Hauptnavigation: « zurück zur Sprungnavigation Seitenpfad:
Seiteninhalt: « zurück zur Sprungnavigation
Man sagt, dass Bücher dem Leser erlauben, in eine andere Welt einzutauchen für vier junge somalische Flüchtlinge ist dies Wirklichkeit geworden: Ihre Liebe zum Lesen hat ihnen geholfen, Stipendien für die besten weiterführenden Schulen in Kenia zu gewinnen.
Drei der Teenager, Mohamed Abdi Samatar, Amino Mohamed Mohamud und Abdullahi Mohamed Yussuf, haben fast ihr ganzes Leben in Hagadera verbracht, eines der drei Flüchtlingslager, in denen jeweils an die 300.000 meist somalische Flüchtlinge nahe dem im Nordosten Kenias gelegenen Städtchens Dadaab leben. Der vierte Schüler, Hassan Muktar Abdi, wurde im Flüchtlingslager Ifo geboren.

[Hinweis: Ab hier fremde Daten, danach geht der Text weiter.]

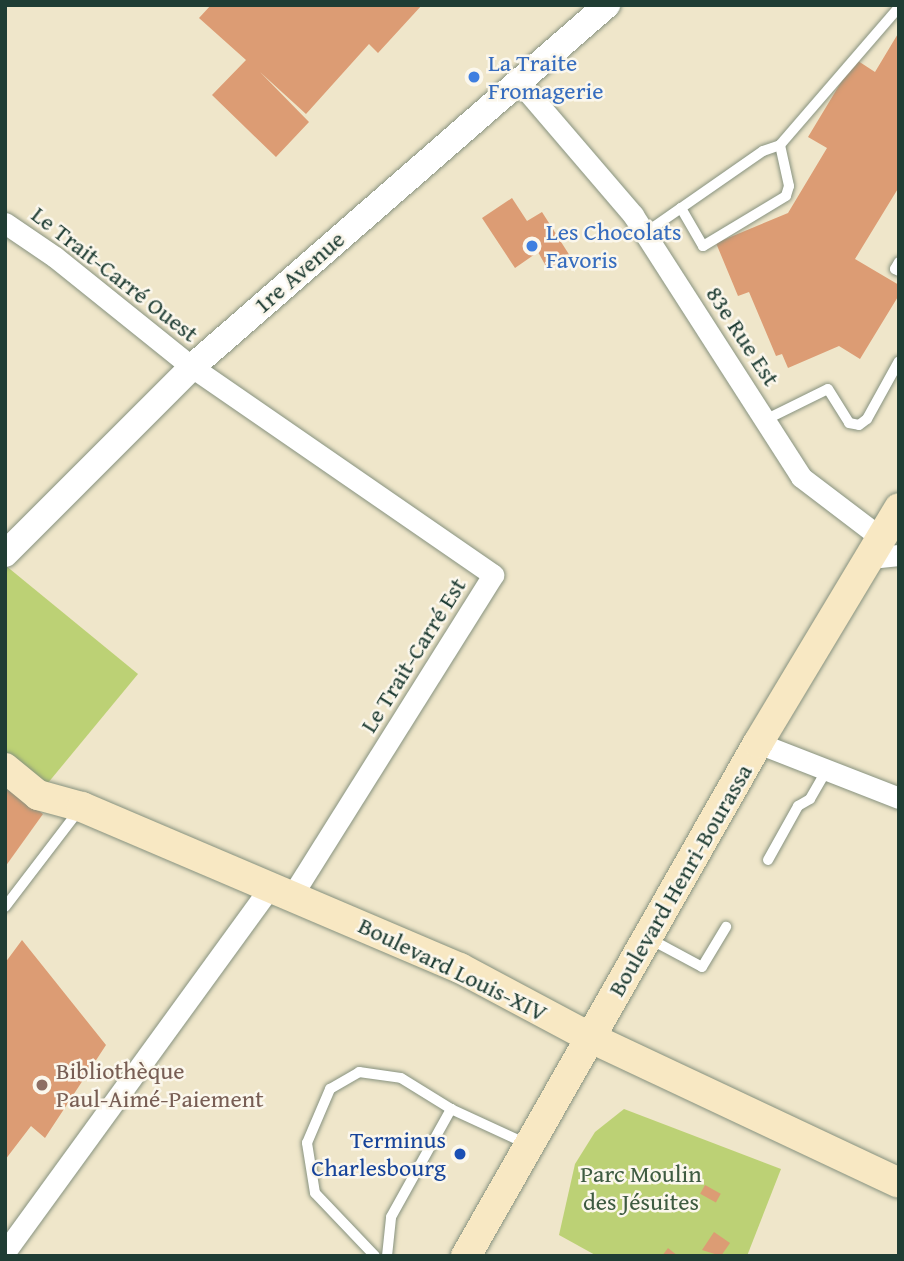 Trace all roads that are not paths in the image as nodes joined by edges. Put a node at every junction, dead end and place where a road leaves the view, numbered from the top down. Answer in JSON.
{"nodes":[{"id":1,"x":607,"y":5,"type":"edge"},
{"id":2,"x":899,"y":7,"type":"edge"},
{"id":3,"x":520,"y":83,"type":"junction"},
{"id":4,"x":780,"y":145,"type":"junction"},
{"id":5,"x":681,"y":208,"type":"junction"},
{"id":6,"x":5,"y":223,"type":"edge"},
{"id":7,"x":645,"y":233,"type":"junction"},
{"id":8,"x":899,"y":262,"type":"edge"},
{"id":9,"x":899,"y":271,"type":"edge"},
{"id":10,"x":899,"y":361,"type":"edge"},
{"id":11,"x":192,"y":367,"type":"junction"},
{"id":12,"x":765,"y":420,"type":"junction"},
{"id":13,"x":899,"y":508,"type":"edge"},
{"id":14,"x":883,"y":550,"type":"edge"},
{"id":15,"x":5,"y":554,"type":"edge"},
{"id":16,"x":758,"y":743,"type":"junction"},
{"id":17,"x":5,"y":768,"type":"edge"},
{"id":18,"x":827,"y":770,"type":"junction"},
{"id":19,"x":899,"y":798,"type":"edge"},
{"id":20,"x":82,"y":807,"type":"junction"},
{"id":21,"x":768,"y":860,"type":"dead end"},
{"id":22,"x":282,"y":890,"type":"junction"},
{"id":23,"x":5,"y":907,"type":"edge"},
{"id":24,"x":726,"y":927,"type":"dead end"},
{"id":25,"x":647,"y":938,"type":"junction"},
{"id":26,"x":591,"y":1038,"type":"junction"},
{"id":27,"x":451,"y":1109,"type":"junction"},
{"id":28,"x":530,"y":1145,"type":"junction"},
{"id":29,"x":899,"y":1183,"type":"edge"},
{"id":30,"x":5,"y":1252,"type":"edge"},
{"id":31,"x":375,"y":1256,"type":"edge"},
{"id":32,"x":387,"y":1256,"type":"edge"},
{"id":33,"x":466,"y":1256,"type":"edge"}],
"edges":[{"from":1,"to":3,"type":"street","name":"1re Avenue"},
{"from":2,"to":4,"type":"lane"},
{"from":3,"to":7,"type":"street","name":"83e Rue Est"},
{"from":3,"to":11,"type":"street","name":"1re Avenue"},
{"from":4,"to":5,"type":"lane"},
{"from":4,"to":5,"type":"lane"},
{"from":5,"to":7,"type":"lane"},
{"from":6,"to":11,"type":"street","name":"Le Trait-Carré Ouest"},
{"from":7,"to":12,"type":"street","name":"83e Rue Est"},
{"from":8,"to":9,"type":"lane"},
{"from":10,"to":12,"type":"lane"},
{"from":11,"to":15,"type":"street","name":"1re Avenue"},
{"from":11,"to":22,"type":"street","name":"Le Trait-Carré Est"},
{"from":12,"to":14,"type":"street","name":"83e Rue Est"},
{"from":13,"to":14,"type":"main road","name":"Boulevard Henri-Bourassa"},
{"from":14,"to":16,"type":"main road","name":"Boulevard Henri-Bourassa"},
{"from":16,"to":18,"type":"street"},
{"from":16,"to":25,"type":"main road","name":"Boulevard Henri-Bourassa"},
{"from":17,"to":20,"type":"main road","name":"Boulevard Louis-XIV"},
{"from":18,"to":19,"type":"street"},
{"from":18,"to":21,"type":"lane"},
{"from":20,"to":22,"type":"main road","name":"Boulevard Louis-XIV"},
{"from":20,"to":23,"type":"lane"},
{"from":22,"to":26,"type":"main road","name":"Boulevard Louis-XIV"},
{"from":22,"to":30,"type":"street","name":"Le Trait-Carré Est"},
{"from":24,"to":25,"type":"lane"},
{"from":25,"to":26,"type":"main road","name":"Boulevard Henri-Bourassa"},
{"from":26,"to":28,"type":"main road","name":"Boulevard Henri-Bourassa"},
{"from":26,"to":29,"type":"main road","name":"Boulevard Louis-XIV"},
{"from":27,"to":28,"type":"lane"},
{"from":27,"to":31,"type":"lane"},
{"from":27,"to":32,"type":"lane"},
{"from":28,"to":33,"type":"main road","name":"Boulevard Henri-Bourassa"}]}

"Dies ist ein phantastischer Erfolg," sagt Maureen Kopiyo, Bildungsbeauftragte für UNHCR in Dadaab, über die Vier, die den Unterricht in der neuen Schule seit Anfang des Monats besuchen. Während Amina vom kenianischen The Windle Trust Kenya unterstützt wird, übernimmt UNHCR für ein Schuljahr die Stipendien der drei Jungen. Für die letzten drei Jahre auf der weiterführenden Schule muss die Finanzierung noch gefunden werden.
Im vergangenen Jahr waren Mohamed und Amino die Jahrgangsbesten in der Amani Primary School in Hagadera. Die weiterführende Schule wollte Amino auch in Hagadera besuchen und so rannte sie nach der letzten Prüfung nach Hause, um ihren Vater zu bitten, eine neue Schuluniform zu kaufen. "Haraka, haraka haina baraka," zitierte der Vater ein swahilisches Sprichwort, das übersetzt so viel bedeutet wie: "Eile, Eile hat keinen Segen."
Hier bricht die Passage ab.